Feminism? Vegetarianism? Linked or not?

vegetable-heart.jpgI have set myself a challenge to see if there is any link between being a vegetarian and being a feminist.
This fulfils a number of the Zerotohero challenges as it comes out of comments I’ve left on sites and new sites I’ve been looking at. one site which is great fun – but is very inspiring if you think you are a feminist is http://shatteredsmoke.com/2014/01/13/those-things-women-do/ – by the Opinionated man. Well he certainly has opinions – just look at what he has to say about fashion… but then he does live in Colorado – says the Londoner and proud of it!
As part of my challenges I looked into a number of new topic areas but came back to a discussion about being a vegetarian by someone who was also a feminist and blogged about both, so I thought ‘I wonder if there is any link? Are more feminists vegetarian than other women? Is there any link between the two whether historically or in current politics? I am pretty sure – but will confirm this by doing some research on the topic, that there are more women who are vegetarian than men, but does this vary by country? I think I have to discard India in any of these statistics as there is a cultural influence there, so I need to consider just those countries where there is no cultural imperative – and yes, you might say that Buddhists would be vegetarians but in Thailand they certainly aren’t so…
So this blog will be researched and will have some history and some current politics and we shall see if there is any link we can make…

So starting with some definitions:
The Vegetarian Society (UK) defines a vegetarian as: “Someone who lives on a diet of grains, pulses, nuts, seeds, vegetables and fruits with, or without, the use of dairy products and eggs. A vegetarian does not eat any meat, poultry, game, fish, shellfish* or by-products of slaughter.”

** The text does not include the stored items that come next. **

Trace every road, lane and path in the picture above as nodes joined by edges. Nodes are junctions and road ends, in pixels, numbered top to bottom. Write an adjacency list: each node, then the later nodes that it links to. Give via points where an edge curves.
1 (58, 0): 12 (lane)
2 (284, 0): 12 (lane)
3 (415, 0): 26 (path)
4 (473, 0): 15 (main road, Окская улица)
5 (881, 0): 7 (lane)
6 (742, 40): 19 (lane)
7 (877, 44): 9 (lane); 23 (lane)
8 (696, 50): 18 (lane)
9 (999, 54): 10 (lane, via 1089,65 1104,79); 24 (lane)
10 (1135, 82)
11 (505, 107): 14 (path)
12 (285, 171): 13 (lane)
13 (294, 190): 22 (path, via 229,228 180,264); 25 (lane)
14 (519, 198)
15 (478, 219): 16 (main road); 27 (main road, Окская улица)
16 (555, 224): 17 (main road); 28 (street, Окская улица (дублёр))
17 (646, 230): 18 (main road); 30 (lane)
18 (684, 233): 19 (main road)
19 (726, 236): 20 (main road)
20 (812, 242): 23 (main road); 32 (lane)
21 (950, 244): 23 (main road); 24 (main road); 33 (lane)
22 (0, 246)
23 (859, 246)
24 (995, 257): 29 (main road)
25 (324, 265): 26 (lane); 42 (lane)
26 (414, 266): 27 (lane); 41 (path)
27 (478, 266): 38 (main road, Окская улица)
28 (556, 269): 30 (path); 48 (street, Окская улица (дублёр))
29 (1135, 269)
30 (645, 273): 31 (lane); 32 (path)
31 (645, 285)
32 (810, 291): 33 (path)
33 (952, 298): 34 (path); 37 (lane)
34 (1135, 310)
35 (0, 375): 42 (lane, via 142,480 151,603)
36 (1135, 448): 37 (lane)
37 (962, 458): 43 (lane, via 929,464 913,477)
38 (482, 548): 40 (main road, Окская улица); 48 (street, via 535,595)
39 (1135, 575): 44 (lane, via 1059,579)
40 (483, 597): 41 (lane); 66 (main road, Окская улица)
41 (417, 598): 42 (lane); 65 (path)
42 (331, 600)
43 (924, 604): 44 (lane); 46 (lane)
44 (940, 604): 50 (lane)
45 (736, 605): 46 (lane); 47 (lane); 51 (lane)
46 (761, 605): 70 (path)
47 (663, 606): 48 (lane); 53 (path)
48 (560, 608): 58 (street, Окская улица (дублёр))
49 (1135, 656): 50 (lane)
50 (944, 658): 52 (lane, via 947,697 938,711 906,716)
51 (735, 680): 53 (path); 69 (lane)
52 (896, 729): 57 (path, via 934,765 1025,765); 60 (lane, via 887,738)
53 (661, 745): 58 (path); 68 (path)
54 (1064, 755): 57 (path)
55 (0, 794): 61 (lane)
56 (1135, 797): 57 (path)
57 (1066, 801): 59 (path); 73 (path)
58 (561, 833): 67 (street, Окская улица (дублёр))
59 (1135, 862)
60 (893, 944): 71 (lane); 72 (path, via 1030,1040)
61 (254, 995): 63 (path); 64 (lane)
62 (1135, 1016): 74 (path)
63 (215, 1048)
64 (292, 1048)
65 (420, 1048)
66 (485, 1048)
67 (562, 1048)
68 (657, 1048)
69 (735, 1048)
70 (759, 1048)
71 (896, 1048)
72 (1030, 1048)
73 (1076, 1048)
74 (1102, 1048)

*Shellfish are typically ‘a sea animal covered with a shell’. We take shellfish to mean;

Crustaceans (hard external shell) large – e.g. lobsters, crayfish, crabs, small – e.g. prawns, shrimps

Molluscs (most are protected by a shell) e.g. mussels, oysters, winkles, limpets, clams, etc. Also includes cephalopods such as cuttlefish, squid, octopus.
There are different types of vegetarian:
Lacto-ovo-vegetarians eat both dairy products and eggs; this is the most common type of vegetarian diet.

Lacto-vegetarians eat dairy products but avoid eggs.

Vegans do not eat dairy products, eggs, or any other products which are derived from animals.
Eggs: Many lacto-ovo vegetarians will only eat free-range eggs. This is because of welfare objections to the intensive farming of hens. Through its Vegetarian Society Approved trade mark, the Vegetarian Society only endorses products containing free-range eggs.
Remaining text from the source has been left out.